What the task requires
From the listing below, pull each line that includes "road".

=== Section Start ===

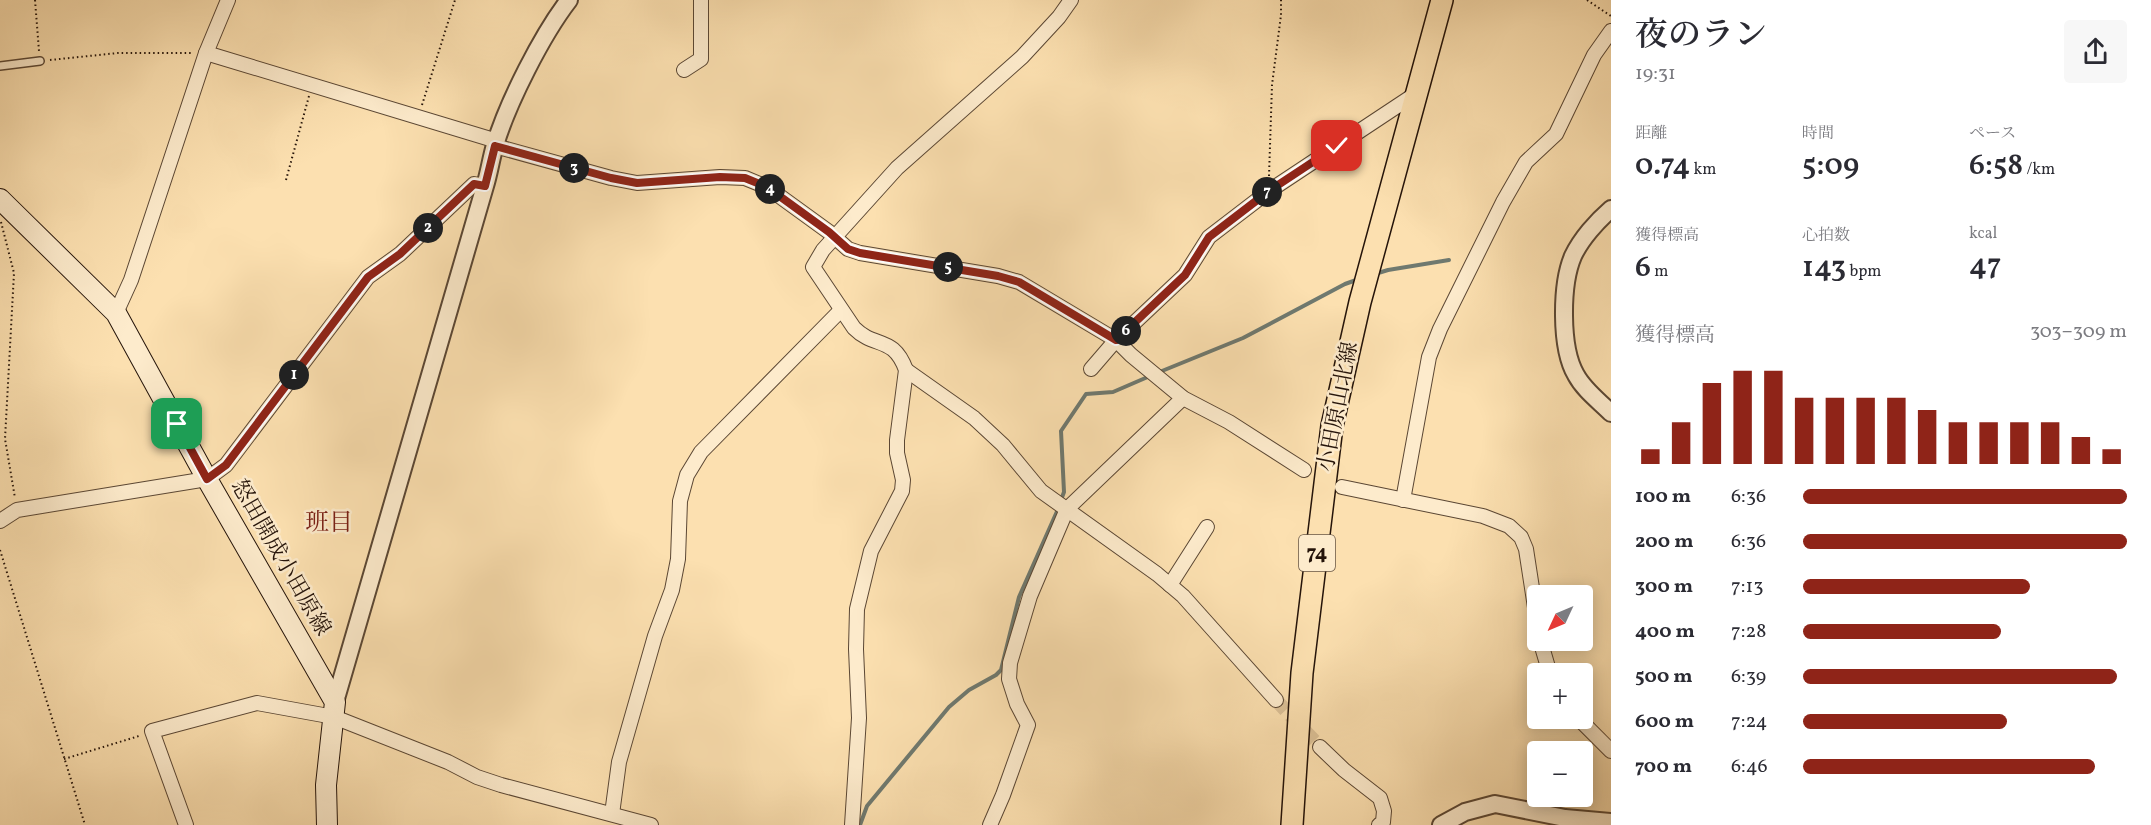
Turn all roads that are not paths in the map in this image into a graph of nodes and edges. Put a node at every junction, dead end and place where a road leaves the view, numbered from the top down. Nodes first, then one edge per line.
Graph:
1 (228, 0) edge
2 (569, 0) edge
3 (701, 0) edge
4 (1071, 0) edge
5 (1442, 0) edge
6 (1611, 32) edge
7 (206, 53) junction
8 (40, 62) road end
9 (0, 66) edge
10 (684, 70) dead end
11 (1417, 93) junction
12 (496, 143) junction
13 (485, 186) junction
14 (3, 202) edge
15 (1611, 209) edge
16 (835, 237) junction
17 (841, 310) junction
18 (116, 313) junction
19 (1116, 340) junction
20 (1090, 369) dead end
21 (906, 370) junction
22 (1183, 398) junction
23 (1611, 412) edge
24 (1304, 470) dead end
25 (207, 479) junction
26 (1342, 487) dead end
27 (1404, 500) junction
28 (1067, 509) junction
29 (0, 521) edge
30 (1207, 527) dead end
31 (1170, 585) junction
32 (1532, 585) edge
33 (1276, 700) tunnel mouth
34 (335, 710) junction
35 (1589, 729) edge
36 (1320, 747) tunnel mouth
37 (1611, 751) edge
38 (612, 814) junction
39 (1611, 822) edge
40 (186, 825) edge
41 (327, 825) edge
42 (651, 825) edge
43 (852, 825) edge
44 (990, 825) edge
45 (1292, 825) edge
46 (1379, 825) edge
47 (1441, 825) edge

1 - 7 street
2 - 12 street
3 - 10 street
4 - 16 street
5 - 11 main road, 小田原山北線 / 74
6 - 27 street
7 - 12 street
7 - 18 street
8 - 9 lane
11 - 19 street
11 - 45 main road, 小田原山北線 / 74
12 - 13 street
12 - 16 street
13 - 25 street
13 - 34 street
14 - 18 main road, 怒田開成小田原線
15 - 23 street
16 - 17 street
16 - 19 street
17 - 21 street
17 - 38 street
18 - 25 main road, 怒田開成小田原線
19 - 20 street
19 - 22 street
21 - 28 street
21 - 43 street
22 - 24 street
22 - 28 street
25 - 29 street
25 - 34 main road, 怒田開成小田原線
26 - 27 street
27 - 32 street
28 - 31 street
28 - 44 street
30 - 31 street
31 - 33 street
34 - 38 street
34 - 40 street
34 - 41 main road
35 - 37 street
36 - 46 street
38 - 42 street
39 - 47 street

=== Section End ===

Answer area
Turn all roads that are not paths in the map in this image into a graph of nodes and edges. Put a node at every junction, dead end and place where a road leaves the view, numbered from the top down. Nodes first, then one edge per line.
8 (40, 62) road end
5 - 11 main road, 小田原山北線 / 74
11 - 45 main road, 小田原山北線 / 74
14 - 18 main road, 怒田開成小田原線
18 - 25 main road, 怒田開成小田原線
25 - 34 main road, 怒田開成小田原線
34 - 41 main road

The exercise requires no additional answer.